------ GIVEN DATA
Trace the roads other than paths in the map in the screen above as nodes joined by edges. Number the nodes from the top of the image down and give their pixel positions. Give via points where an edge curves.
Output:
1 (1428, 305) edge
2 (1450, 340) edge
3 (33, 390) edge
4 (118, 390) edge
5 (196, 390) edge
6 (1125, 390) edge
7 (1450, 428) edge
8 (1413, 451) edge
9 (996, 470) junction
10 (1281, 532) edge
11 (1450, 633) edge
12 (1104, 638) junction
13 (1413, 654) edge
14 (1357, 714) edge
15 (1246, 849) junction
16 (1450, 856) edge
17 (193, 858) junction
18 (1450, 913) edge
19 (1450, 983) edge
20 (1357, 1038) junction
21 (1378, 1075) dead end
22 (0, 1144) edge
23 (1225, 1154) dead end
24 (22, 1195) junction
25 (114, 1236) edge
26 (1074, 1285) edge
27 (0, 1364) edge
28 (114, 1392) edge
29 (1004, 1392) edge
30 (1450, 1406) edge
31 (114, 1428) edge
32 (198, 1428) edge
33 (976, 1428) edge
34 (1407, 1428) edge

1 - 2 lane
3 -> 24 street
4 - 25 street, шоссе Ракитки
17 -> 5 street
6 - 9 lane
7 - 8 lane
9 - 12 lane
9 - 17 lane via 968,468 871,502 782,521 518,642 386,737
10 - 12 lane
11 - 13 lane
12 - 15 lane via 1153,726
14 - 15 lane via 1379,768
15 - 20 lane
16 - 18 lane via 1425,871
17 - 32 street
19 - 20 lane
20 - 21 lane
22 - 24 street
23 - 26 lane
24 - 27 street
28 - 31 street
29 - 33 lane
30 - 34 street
------------
WHAT THE TASK ASKS :: For the string "dead", go through the entries above and copy each line where it occurs.

WRITTEN REPLY ::
21 (1378, 1075) dead end
23 (1225, 1154) dead end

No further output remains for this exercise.